** Exercise directions **
The expected result is an exact restatement of the data, free of pictures.

Stored items
□ □ □ □

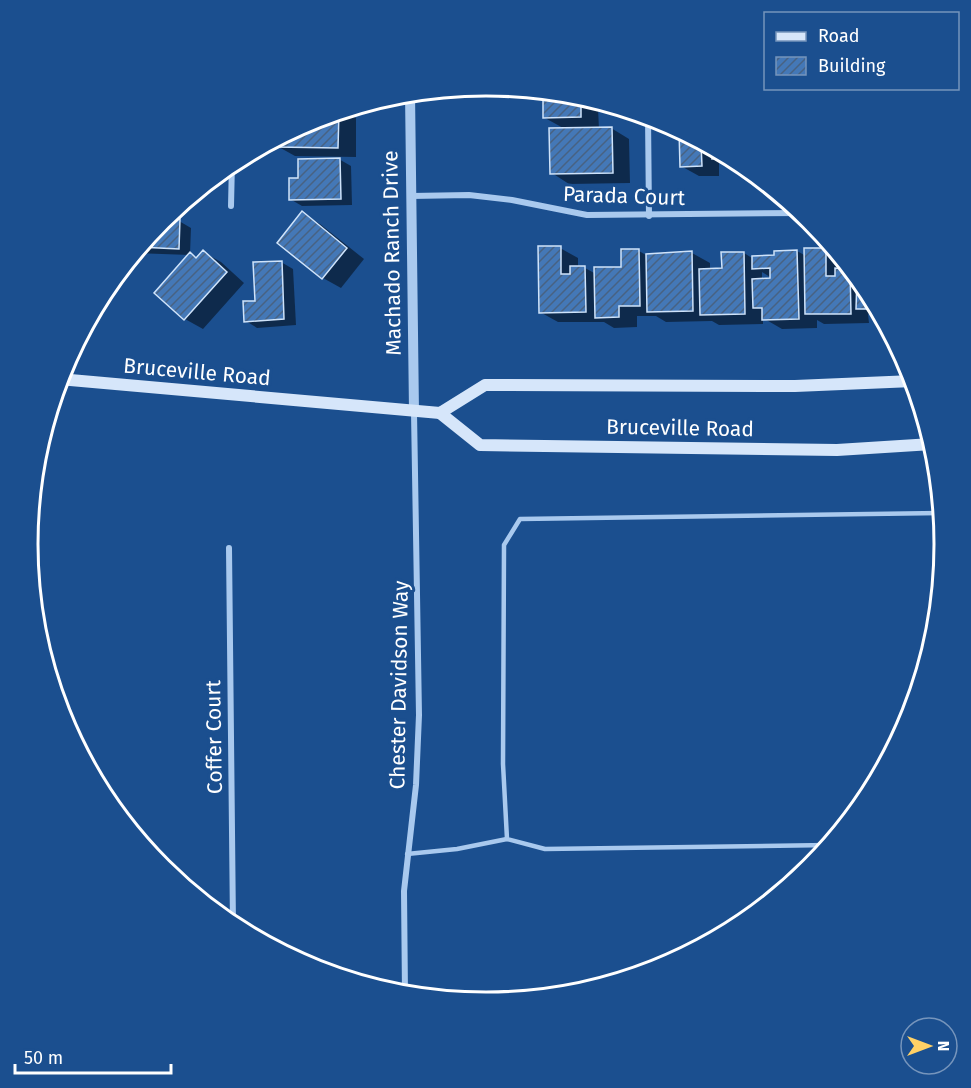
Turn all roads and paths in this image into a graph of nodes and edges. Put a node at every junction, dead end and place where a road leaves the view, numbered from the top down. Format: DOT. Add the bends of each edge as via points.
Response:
graph roads {
  1 [pos="410,103"];
  2 [pos="648,127"];
  3 [pos="232,176"];
  4 [pos="411,196"];
  5 [pos="231,206"];
  6 [pos="788,213"];
  7 [pos="649,216"];
  8 [pos="69,380"];
  9 [pos="902,381"];
  10 [pos="414,412"];
  11 [pos="440,413"];
  12 [pos="922,445"];
  13 [pos="933,513"];
  14 [pos="229,548"];
  15 [pos="507,839"];
  16 [pos="816,845"];
  17 [pos="407,854"];
  18 [pos="233,913"];
  19 [pos="405,984"];
  1 -- 4 [label="street, Machado Ranch Drive"];
  2 -- 7 [label="street"];
  3 -- 5 [label="street"];
  4 -- 7 [label="street, Parada Court" via="470,195 587,215"];
  4 -- 10 [label="street, Machado Ranch Drive"];
  6 -- 7 [label="street, Parada Court"];
  8 -- 10 [label="main road, Bruceville Road"];
  9 -- 11 [label="main road, Bruceville Road" via="795,386 485,385"];
  10 -- 11 [label="main road, Bruceville Road"];
  10 -- 17 [label="street, Chester Davidson Way" via="419,715 416,785"];
  11 -- 12 [label="main road, Bruceville Road" via="480,445 837,450"];
  13 -- 15 [label="lane" via="520,519 504,545 503,764"];
  14 -- 18 [label="street, Coffer Court"];
  15 -- 16 [label="lane" via="545,849"];
  15 -- 17 [label="lane"];
  17 -- 19 [label="street, Chester Davidson Way"];
}
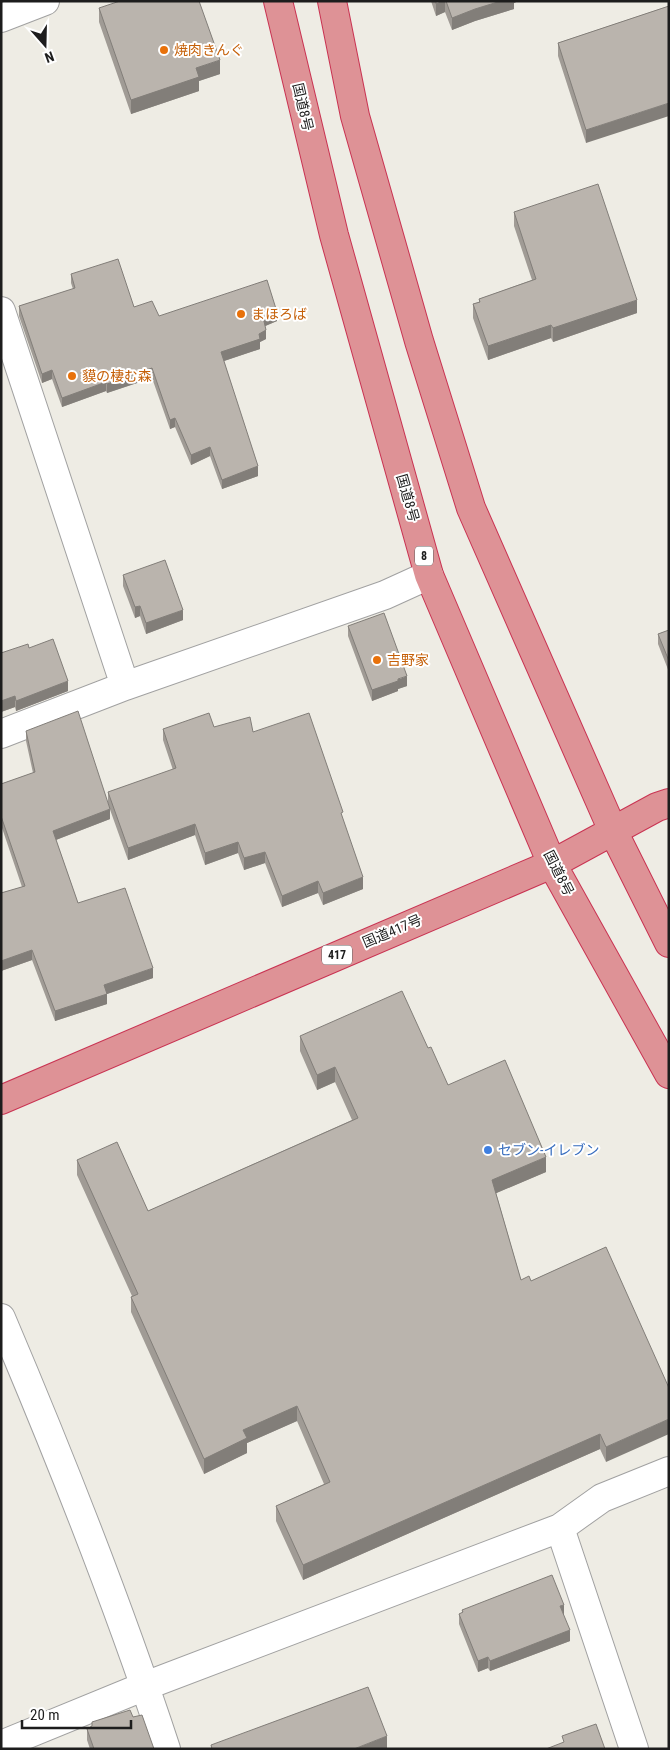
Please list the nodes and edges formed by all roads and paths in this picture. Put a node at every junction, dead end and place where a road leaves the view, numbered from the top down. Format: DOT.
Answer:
graph roads {
  1 [pos="45,1"];
  2 [pos="278,1"];
  3 [pos="332,1"];
  4 [pos="1,18"];
  5 [pos="1,311"];
  6 [pos="429,575"];
  7 [pos="125,686"];
  8 [pos="1,734"];
  9 [pos="669,803"];
  10 [pos="613,831"];
  11 [pos="552,864"];
  12 [pos="669,943"];
  13 [pos="669,1074"];
  14 [pos="1,1100"];
  15 [pos="1,1318"];
  16 [pos="669,1471"];
  17 [pos="560,1528"];
  18 [pos="145,1686"];
  19 [pos="1,1745"];
  20 [pos="166,1749"];
  21 [pos="634,1749"];
  1 -- 4 [label="street"];
  2 -- 6 [label="highway, 国道8号 / 8"];
  3 -- 10 [label="highway"];
  5 -- 7 [label="street"];
  6 -- 7 [label="street"];
  6 -- 11 [label="highway, 国道8号 / 8"];
  7 -- 8 [label="street"];
  9 -- 10 [label="highway, 国道417号 / 417"];
  10 -- 11 [label="highway, 国道417号 / 417"];
  10 -- 12 [label="highway"];
  11 -- 13 [label="highway, 国道8号 / 8"];
  11 -- 14 [label="highway, 国道417号 / 417"];
  15 -- 18 [label="street"];
  16 -- 17 [label="street"];
  17 -- 18 [label="street"];
  17 -- 21 [label="street"];
  18 -- 19 [label="street"];
  18 -- 20 [label="street"];
}
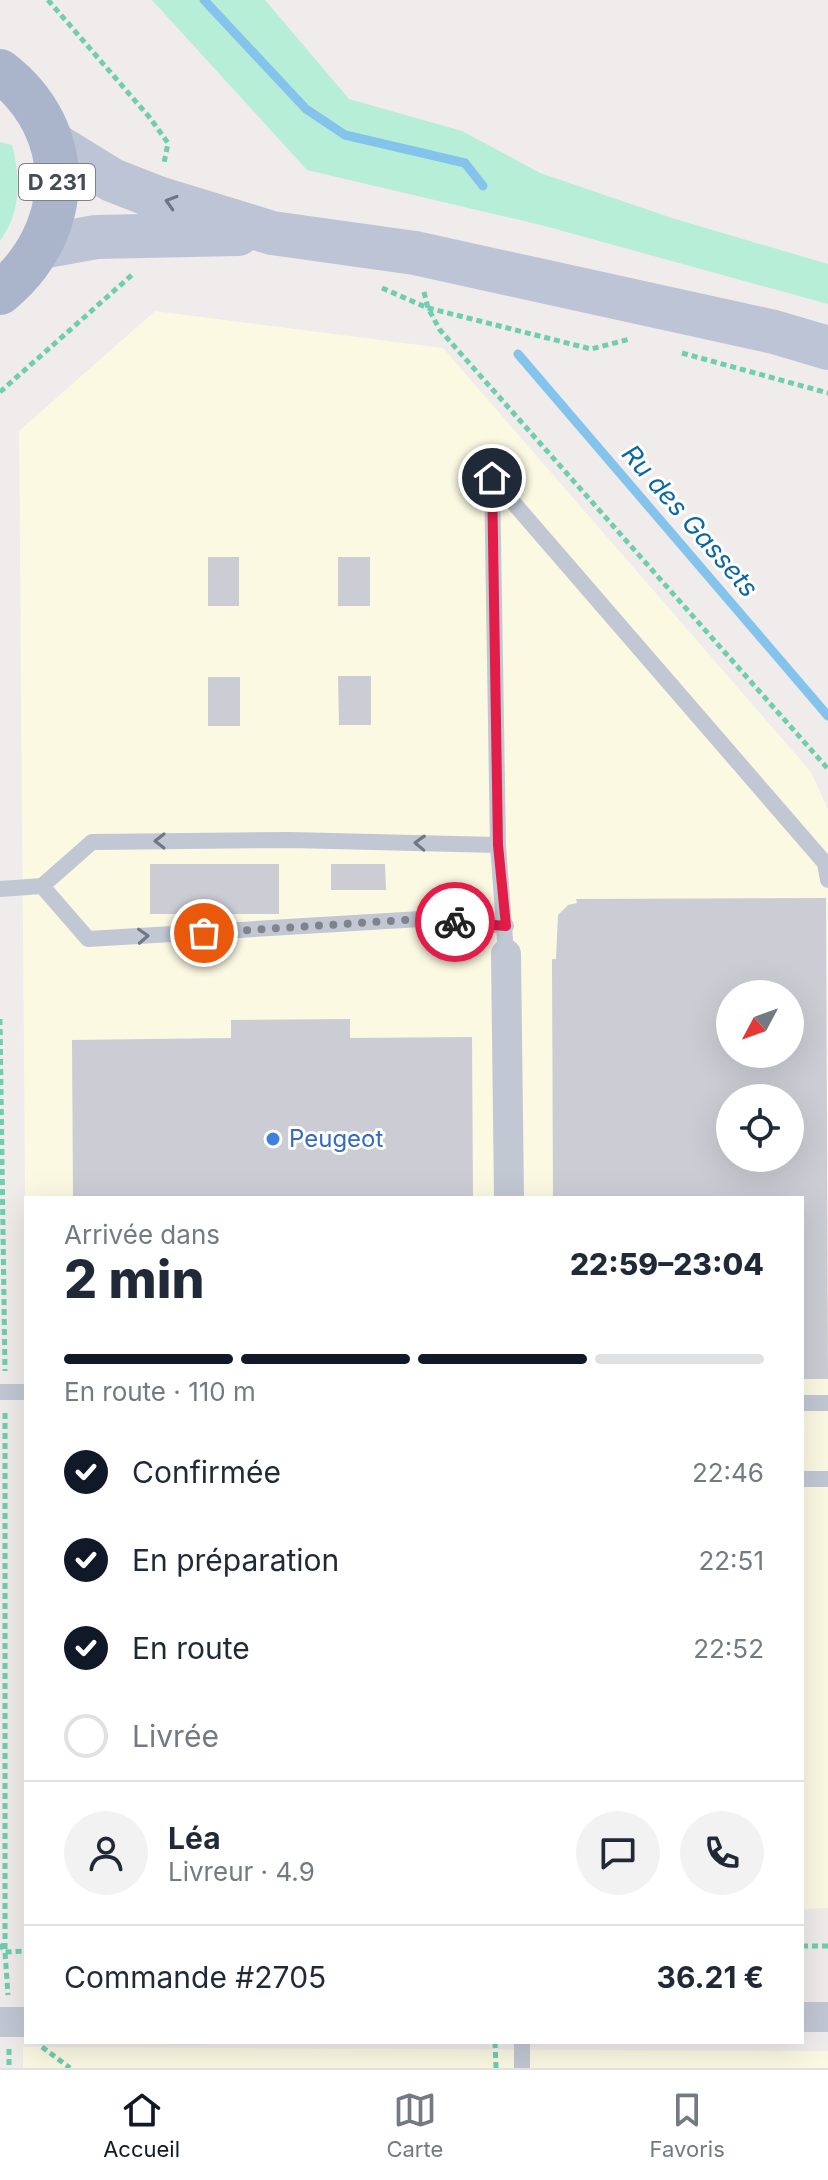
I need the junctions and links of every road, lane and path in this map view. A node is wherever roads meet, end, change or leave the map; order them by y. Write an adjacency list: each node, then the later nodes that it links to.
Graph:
1 (48, 0): 4 (path)
2 (0, 71): 3 (main road, D 231)
3 (52, 143): 4 (main road, one-way to 3); 5 (main road, D 231)
4 (154, 218): 5 (main road); 6 (main road); 13 (path)
5 (41, 247): 8 (main road, D 231)
6 (415, 253): 9 (path); 11 (main road)
7 (376, 285): 9 (path)
8 (0, 293)
9 (428, 308): 10 (path); 15 (path)
10 (630, 339)
11 (828, 348)
12 (676, 351): 14 (path)
13 (0, 392)
14 (828, 393)
15 (828, 769)
16 (498, 845): 17 (lane); 18 (lane, one-way to 18); 20 (lane)
17 (828, 880)
18 (42, 886): 19 (lane); 20 (lane, one-way to 20)
19 (0, 889)
20 (506, 940): 22 (street)
21 (0, 1019): 23 (path)
22 (509, 1196)
23 (3, 1392): 24 (lane); 33 (path)
24 (24, 1392)
25 (804, 1403): 26 (lane)
26 (828, 1403)
27 (804, 1479): 28 (lane)
28 (828, 1479)
29 (0, 1944): 33 (path)
30 (804, 1946): 31 (path)
31 (828, 1946)
32 (24, 1951): 33 (path)
33 (5, 1952): 36 (path)
34 (804, 2017): 35 (street)
35 (828, 2017)
36 (12, 2022): 40 (path)
37 (38, 2044): 41 (path)
38 (495, 2044): 42 (path)
39 (522, 2044): 43 (lane)
40 (9, 2068)
41 (70, 2068)
42 (496, 2068)
43 (522, 2068)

□ □ □ □

** Exercise output **
Turn all roads and paths in this image into a graph of nodes and edges. Put a node at every junction, dead end and place where a road leaves the view, numbered from the top down. Format: DOT. Add the bends of each edge as via points.
Response:
graph roads {
  1 [pos="410,103"];
  2 [pos="648,127"];
  3 [pos="232,176"];
  4 [pos="411,196"];
  5 [pos="231,206"];
  6 [pos="788,213"];
  7 [pos="649,216"];
  8 [pos="69,380"];
  9 [pos="902,381"];
  10 [pos="414,412"];
  11 [pos="440,413"];
  12 [pos="922,445"];
  13 [pos="933,513"];
  14 [pos="229,548"];
  15 [pos="507,839"];
  16 [pos="816,845"];
  17 [pos="407,854"];
  18 [pos="233,913"];
  19 [pos="405,984"];
  1 -- 4 [label="street, Machado Ranch Drive"];
  2 -- 7 [label="street"];
  3 -- 5 [label="street"];
  4 -- 7 [label="street, Parada Court" via="470,195 587,215"];
  4 -- 10 [label="street, Machado Ranch Drive"];
  6 -- 7 [label="street, Parada Court"];
  8 -- 10 [label="main road, Bruceville Road"];
  9 -- 11 [label="main road, Bruceville Road" via="795,386 485,385"];
  10 -- 11 [label="main road, Bruceville Road"];
  10 -- 17 [label="street, Chester Davidson Way" via="419,715 416,785"];
  11 -- 12 [label="main road, Bruceville Road" via="480,445 837,450"];
  13 -- 15 [label="lane" via="520,519 504,545 503,764"];
  14 -- 18 [label="street, Coffer Court"];
  15 -- 16 [label="lane" via="545,849"];
  15 -- 17 [label="lane"];
  17 -- 19 [label="street, Chester Davidson Way"];
}
Please list the nodes and edges formed by all roads and paths in this picture. Put a node at every junction, dead end and place where a road leaves the view, numbered from the top down. Format: DOT.
Answer:
graph roads {
  1 [pos="45,1"];
  2 [pos="278,1"];
  3 [pos="332,1"];
  4 [pos="1,18"];
  5 [pos="1,311"];
  6 [pos="429,575"];
  7 [pos="125,686"];
  8 [pos="1,734"];
  9 [pos="669,803"];
  10 [pos="613,831"];
  11 [pos="552,864"];
  12 [pos="669,943"];
  13 [pos="669,1074"];
  14 [pos="1,1100"];
  15 [pos="1,1318"];
  16 [pos="669,1471"];
  17 [pos="560,1528"];
  18 [pos="145,1686"];
  19 [pos="1,1745"];
  20 [pos="166,1749"];
  21 [pos="634,1749"];
  1 -- 4 [label="street"];
  2 -- 6 [label="highway, 国道8号 / 8"];
  3 -- 10 [label="highway"];
  5 -- 7 [label="street"];
  6 -- 7 [label="street"];
  6 -- 11 [label="highway, 国道8号 / 8"];
  7 -- 8 [label="street"];
  9 -- 10 [label="highway, 国道417号 / 417"];
  10 -- 11 [label="highway, 国道417号 / 417"];
  10 -- 12 [label="highway"];
  11 -- 13 [label="highway, 国道8号 / 8"];
  11 -- 14 [label="highway, 国道417号 / 417"];
  15 -- 18 [label="street"];
  16 -- 17 [label="street"];
  17 -- 18 [label="street"];
  17 -- 21 [label="street"];
  18 -- 19 [label="street"];
  18 -- 20 [label="street"];
}
I need the junctions and links of every road, lane and path in this map view. A node is wherever roads meet, end, change or leave the map; order them by y. Write an adjacency list: each node, then the later nodes that it links to.
Graph:
1 (48, 0): 4 (path)
2 (0, 71): 3 (main road, D 231)
3 (52, 143): 4 (main road, one-way to 3); 5 (main road, D 231)
4 (154, 218): 5 (main road); 6 (main road); 13 (path)
5 (41, 247): 8 (main road, D 231)
6 (415, 253): 9 (path); 11 (main road)
7 (376, 285): 9 (path)
8 (0, 293)
9 (428, 308): 10 (path); 15 (path)
10 (630, 339)
11 (828, 348)
12 (676, 351): 14 (path)
13 (0, 392)
14 (828, 393)
15 (828, 769)
16 (498, 845): 17 (lane); 18 (lane, one-way to 18); 20 (lane)
17 (828, 880)
18 (42, 886): 19 (lane); 20 (lane, one-way to 20)
19 (0, 889)
20 (506, 940): 22 (street)
21 (0, 1019): 23 (path)
22 (509, 1196)
23 (3, 1392): 24 (lane); 33 (path)
24 (24, 1392)
25 (804, 1403): 26 (lane)
26 (828, 1403)
27 (804, 1479): 28 (lane)
28 (828, 1479)
29 (0, 1944): 33 (path)
30 (804, 1946): 31 (path)
31 (828, 1946)
32 (24, 1951): 33 (path)
33 (5, 1952): 36 (path)
34 (804, 2017): 35 (street)
35 (828, 2017)
36 (12, 2022): 40 (path)
37 (38, 2044): 41 (path)
38 (495, 2044): 42 (path)
39 (522, 2044): 43 (lane)
40 (9, 2068)
41 (70, 2068)
42 (496, 2068)
43 (522, 2068)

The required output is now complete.